2. Detach from the situation
I know all to well just how difficult it is to NOT focus on the situation at hand when you’re going through a major, potentially life-altering crisis. If you’re experiencing significant financial hardship, it’s next to impossible to ignore the constant letters and phone calls from debt collectors. The amount of money in your bank account is very real. The lover who left or the one you lost is truly gone, and you’re left with the memories, their belongings, their scent, the social media posts with their new flame… (Hint: remove them from your social media pages, or at least unfollow them).
So how do you detach? Personally, I do so by focusing on the solution rather than the problem. I don’t identify with it as being a part of me. It’s a condition, not a trait, attribute, or character flaw. Sure, the situation might suck, but you don’t have to become the situation. Be realistic and keep things in perspective. Putting negative thoughts, focus or energy into it can only make it worse. There’s the old adage “don’t sweat the small stuff.” In the grand scheme of things, ultimately all things are small things because all things are transient. Remove the emotional involvement from the problem or situation so you can keep things in perspective and take a more pragmatic approach to it.
3. Be proactive
When a major shit storm hits in life, we have the tendency to be more reactive rather than proactive. These storms aren’t typically planned, so when they happen, we go into that emergency response fight or flight mode.
Rather than being reactive, which can cause a whole new set of problems, take a step back and breathe. Create a plan of action. Map out the steps you can take on a daily, weekly, and monthly basis to resolve the issue. Set goals around those steps. Focus on creating the solution rather than intensifying the problem.
4. Go within
And by this, I mean to reach into a deeper level of yourself, your spiritual/enlightened/divine self. You can do this by meditating, journaling, reminding yourself of your purpose in life. Read inspirational stories by people who’ve been way down in the dumps too and managed to crawl out and thrive. Seek out and focus on things that are far bigger than you and your transient, earthly problem. Give yourself some grace. Remind yourself that you’re ok, you’re safe, and everything has a funny way of sorting itself out.

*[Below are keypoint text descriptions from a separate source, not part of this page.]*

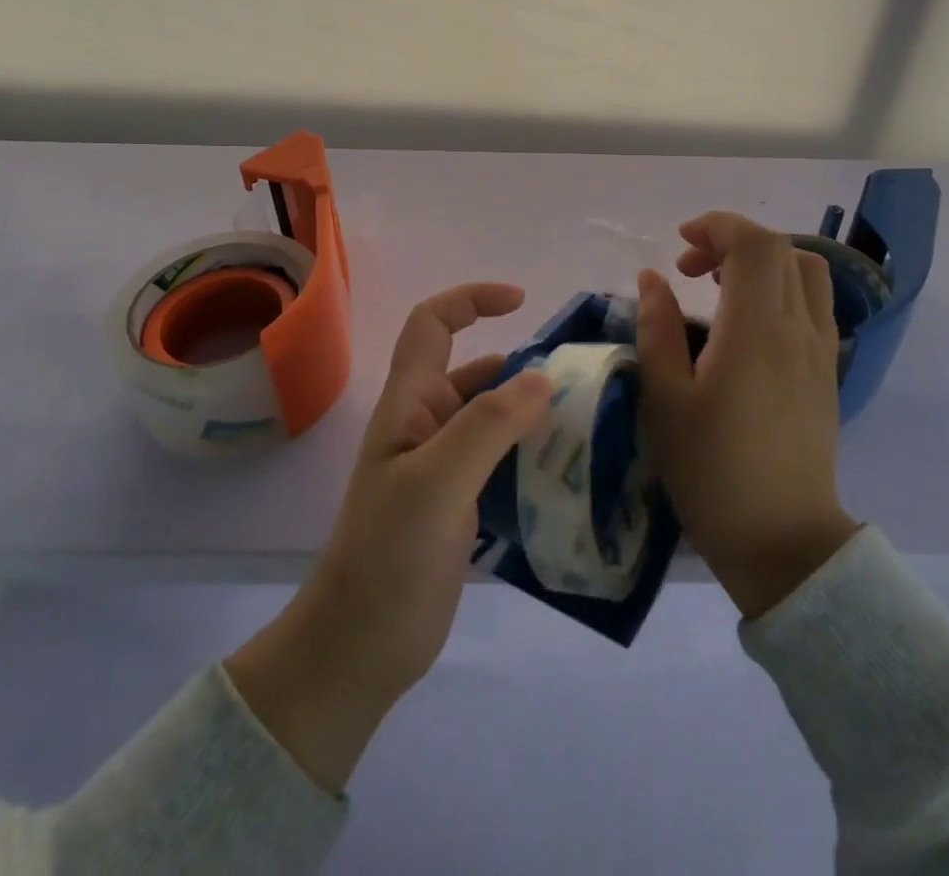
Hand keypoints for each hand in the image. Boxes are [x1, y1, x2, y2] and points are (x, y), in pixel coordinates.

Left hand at [224, 284, 550, 791]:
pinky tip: (570, 470)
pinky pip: (503, 459)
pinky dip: (533, 453)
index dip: (471, 299)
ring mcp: (444, 465)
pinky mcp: (460, 501)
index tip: (522, 302)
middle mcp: (427, 424)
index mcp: (411, 403)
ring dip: (534, 413)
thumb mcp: (437, 483)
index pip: (433, 324)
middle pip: (477, 372)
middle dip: (524, 367)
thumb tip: (542, 377)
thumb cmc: (388, 556)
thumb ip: (487, 426)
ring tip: (589, 425)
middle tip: (583, 384)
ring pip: (495, 418)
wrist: (359, 647)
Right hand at [636, 213, 859, 618]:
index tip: (679, 243)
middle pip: (782, 249)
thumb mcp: (666, 400)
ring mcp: (821, 350)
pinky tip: (746, 321)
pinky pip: (813, 303)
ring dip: (762, 260)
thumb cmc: (712, 472)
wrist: (783, 542)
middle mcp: (798, 330)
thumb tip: (653, 278)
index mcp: (756, 331)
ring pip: (806, 272)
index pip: (754, 244)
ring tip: (718, 286)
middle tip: (689, 269)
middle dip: (732, 240)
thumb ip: (657, 328)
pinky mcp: (827, 371)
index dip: (717, 226)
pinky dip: (780, 287)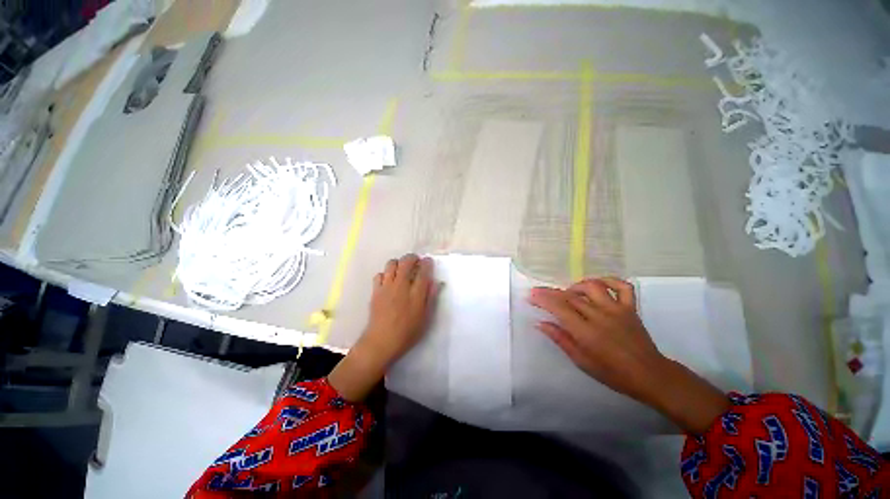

5. Have an attitude of gratitude
It’s so much easier to be grateful for the positive, so how can you be grateful for the negative? How could I possibly have been grateful for losing my income and possibly my home? Easy. I had plenty of other things in life for which to be grateful — loving and supportive friends and family, a roof over my head, clothes on my back, food in the fridge, life experiences, business connections, certain intellectual capabilities…
It’s all about perspective. Things might not be great, but are they a little better than something else? There’s always the “it could be worse” scenario. Even the bad things in life can still be a gift. You learn from them. You grow because of them.
“…but we also glory in our sufferings, because we know that suffering produces perseverance; perseverance, character; and character, hope. And hope does not put us to shame, because God’s love has been poured out into our hearts through the Holy Spirit, who has been given to us.” — Romans 5:3–5
When you are constantly grateful, fear disappears and abundance appears. There are tons of inspirational quotes about gratitude, and all are true. You just have to remember that not all storms disrupt your life. Some come to clear your path.